The combined psychological differences also provided evidence regarding real-world career choices. The researchers found that a person’s cognitive, personality, and interest profile accounted for about 22 percent of the variance in the gender segregation of their occupation. For example, an individual with a strong interest in physical objects was highly predicted to work in a male-dominated field, regardless of their actual sex.

To understand this impact, the authors looked at hypothetically typical male and female psychological profiles. They calculated that a man with a typical female psychological profile would work in a job with about ten percent more women than a man with a typical male profile. This suggests that combined psychological differences play a notable role in guiding people toward certain types of work.

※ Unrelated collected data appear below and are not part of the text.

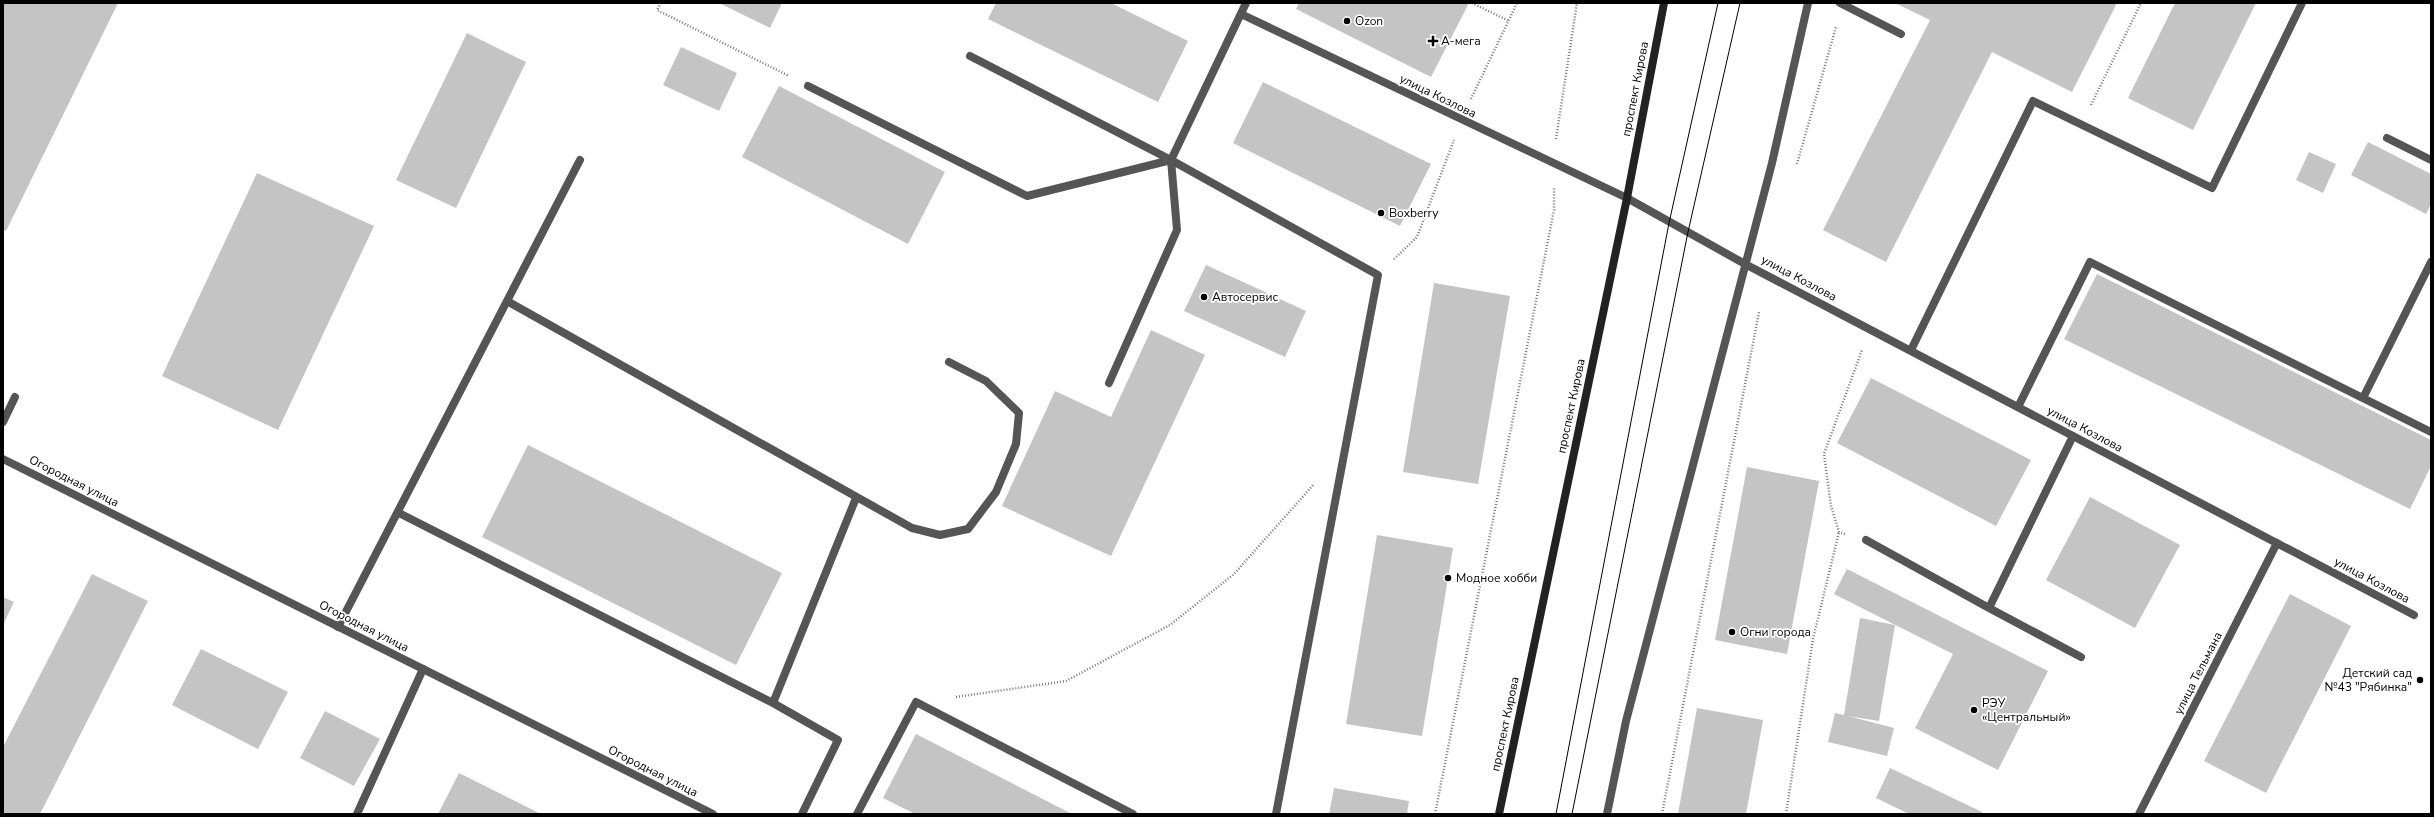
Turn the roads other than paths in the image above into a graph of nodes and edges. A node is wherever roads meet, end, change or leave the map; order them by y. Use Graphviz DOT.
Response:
graph roads {
  1 [pos="1246,3"];
  2 [pos="1664,3"];
  3 [pos="1808,3"];
  4 [pos="2302,3"];
  5 [pos="1841,4"];
  6 [pos="1240,14"];
  7 [pos="1901,34"];
  8 [pos="970,56"];
  9 [pos="808,86"];
  10 [pos="2387,138"];
  11 [pos="580,160"];
  12 [pos="1171,160"];
  13 [pos="2431,160"];
  14 [pos="1627,198"];
  15 [pos="2431,262"];
  16 [pos="1746,264"];
  17 [pos="507,301"];
  18 [pos="1912,350"];
  19 [pos="949,362"];
  20 [pos="1109,382"];
  21 [pos="15,397"];
  22 [pos="2363,398"];
  23 [pos="2018,407"];
  24 [pos="3,422"];
  25 [pos="2431,432"];
  26 [pos="2073,436"];
  27 [pos="3,459"];
  28 [pos="856,498"];
  29 [pos="399,513"];
  30 [pos="1866,540"];
  31 [pos="2277,543"];
  32 [pos="1989,608"];
  33 [pos="2414,615"];
  34 [pos="338,627"];
  35 [pos="2081,657"];
  36 [pos="423,669"];
  37 [pos="773,703"];
  38 [pos="356,814"];
  39 [pos="714,814"];
  40 [pos="802,814"];
  41 [pos="857,814"];
  42 [pos="1133,814"];
  43 [pos="1276,814"];
  44 [pos="1499,814"];
  45 [pos="1607,814"];
  46 [pos="2139,814"];
  1 -- 6 [label="street"];
  2 -- 14 [label="main road, проспект Кирова"];
  3 -- 16 [label="street"];
  4 -- 18 [label="street"];
  5 -- 7 [label="street"];
  6 -- 12 [label="street"];
  6 -- 14 [label="street, улица Козлова"];
  8 -- 12 [label="street"];
  9 -- 12 [label="street"];
  10 -- 13 [label="street"];
  11 -- 17 [label="street"];
  12 -- 20 [label="street"];
  12 -- 43 [label="street"];
  14 -- 16 [label="street, улица Козлова"];
  14 -- 44 [label="main road, проспект Кирова"];
  15 -- 22 [label="street"];
  16 -- 18 [label="street, улица Козлова"];
  16 -- 45 [label="street"];
  17 -- 28 [label="street"];
  17 -- 29 [label="street"];
  18 -- 23 [label="street, улица Козлова"];
  19 -- 28 [label="street"];
  21 -- 24 [label="street"];
  22 -- 23 [label="street"];
  22 -- 25 [label="street"];
  23 -- 26 [label="street, улица Козлова"];
  26 -- 31 [label="street, улица Козлова"];
  26 -- 32 [label="street"];
  27 -- 34 [label="street, Огородная улица"];
  28 -- 37 [label="street"];
  29 -- 34 [label="street"];
  29 -- 37 [label="street"];
  30 -- 32 [label="street"];
  31 -- 33 [label="street, улица Козлова"];
  31 -- 46 [label="street, улица Тельмана"];
  32 -- 35 [label="street"];
  34 -- 36 [label="street, Огородная улица"];
  36 -- 38 [label="street"];
  36 -- 39 [label="street, Огородная улица"];
  37 -- 40 [label="street"];
  41 -- 42 [label="street"];
}
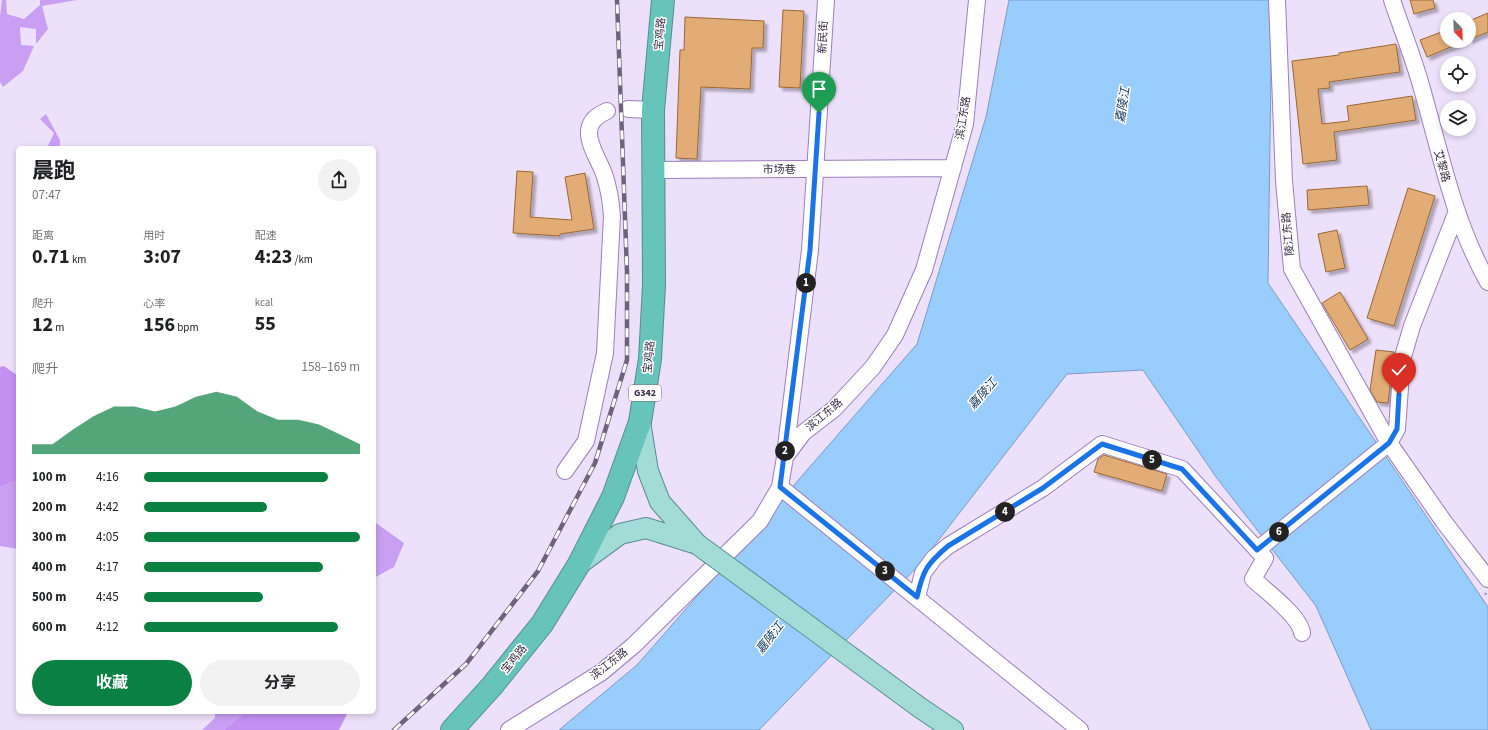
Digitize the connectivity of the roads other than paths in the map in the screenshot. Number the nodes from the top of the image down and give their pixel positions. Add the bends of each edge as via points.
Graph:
1 (663, 0) edge
2 (826, 0) edge
3 (977, 0) edge
4 (1277, 0) edge
5 (1392, 0) edge
6 (628, 109) dead end
7 (653, 110) junction
8 (607, 111) dead end
9 (953, 168) junction
10 (816, 169) junction
11 (653, 170) junction
12 (1457, 211) junction
13 (1488, 282) edge
14 (640, 422) junction
15 (1389, 443) junction
16 (785, 457) junction
17 (565, 471) dead end
18 (784, 491) junction
19 (697, 544) junction
20 (1257, 550) junction
21 (579, 564) junction
22 (1488, 579) edge
23 (913, 594) junction
24 (1302, 633) dead end
25 (452, 730) edge
26 (509, 730) edge
27 (953, 730) edge
28 (1080, 730) edge

1 - 7 highway, 宝鸡路 / G342
2 - 10 street, 新民街
3 - 9 street, 滨江东路 via 964,124
4 - 15 street, 陵江东路 via 1284,181 1292,268
5 - 12 street, 艾黎路 via 1422,88 1447,184
6 - 7 street
7 - 11 highway, 宝鸡路 / G342
8 - 17 street via 595,119 588,136 591,148 604,173 611,202 605,353 586,441
9 - 10 street, 市场巷
9 - 16 street, 滨江东路 via 924,270 895,335 873,367 834,409 802,433
10 - 11 street, 市场巷
10 - 16 street, 新民街 via 810,250
11 - 14 highway, 宝鸡路 / G342 via 654,285 651,344
12 - 13 street, 艾黎路 via 1474,257
12 - 15 street via 1404,353 1397,429
14 - 19 main road via 648,471 660,502
14 - 21 highway, 宝鸡路 / G342 via 613,497
15 - 20 street
15 - 22 street, 陵江东路 via 1444,522
16 - 18 street, 滨江东路
18 - 23 street
18 - 26 street, 滨江东路 via 760,521 634,645 602,672
19 - 21 main road via 646,528 620,534
19 - 27 main road, bridge
20 - 23 street via 1182,469 1102,444 1043,488 948,546 934,558 923,573
20 - 24 street via 1265,558 1253,579 1293,616
21 - 25 highway, 宝鸡路 / G342 via 542,624 492,686
23 - 28 street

“We think that the most important point is that it gives us a better understanding of why women and men seem to be more different in everyday life than the rather small sex differences we typically find in basic psychological attributes would indicate,” Herlitz said. “The association between sex differences in cognition, personality, and interest and sex ratio in occupational choices is one way of anchoring the abstract question about predicting sex into something more consequential, making it more than a statistical exercise.”

While the study provides robust data, the authors noted several limitations to their approach. The cross-sectional design means that the study only looks at a single point in time. Because of this, it is not possible to prove that these psychological traits directly cause people to choose specific jobs.

“It is good to remember that this is an observational study, thus, we cannot claim that the sex differences in psychological attributes cause men and women to select male- or female-dominated occupations,” Herlitz explained. This highlights a common limitation in survey-based psychological research.

While it is unlikely that a person’s job completely changes their basic cognitive abilities or personality, the relationship between interests and career paths is likely complex and interactive. Another limitation involves the online testing environment. Because participants took the tests at home, the researchers could not control for distractions or varying levels of effort.

However, this lack of control would affect both male and female participants equally. Because of this, it likely did not alter the overall pattern of the findings. The authors also highlighted that their study relied on a binary view of sex, matching legal sex at birth with current legal sex.

They excluded a small number of participants who had transitioned or reported a different gender identity. This decision was made primarily because hormone treatments could independently influence cognitive and behavioral results. Future research using much larger samples could include non-binary individuals and those with different gender identities to provide a more comprehensive view of human psychology.

It is also easy to misinterpret these findings as evidence for a strictly male brain or female brain. The researchers explicitly caution against this view. Because individual traits still show massive overlap between the sexes, no single characteristic can definitively categorize a person as male or female.

Instead, the study suggests that human behavior is shaped by complex constellations of many small characteristics working together. By looking at these traits in combination, we can better understand how subtle differences influence life choices. The findings provide a framework for exploring how basic psychological variations contribute to larger societal patterns.

Moving forward, the scientists plan to build on these findings to better understand workplace disparities. Herlitz intends “to continue to explore the explanation for psychological sex differences, but also in more detail try to address the question of why men and women tend to work in different occupations.”

The study, “The power of many small sex differences in cognition, personality, and interests,” was authored by Agneta Herlitz, Joakim K. E. Frostegård, Martin Asperholm, Richard Bränström, Elizabeth Guest, Joakim Martinsen, Hedda Sonnegård, Kimmo Sorjonen, Lisa B. Thorell, and Björn N. Persson.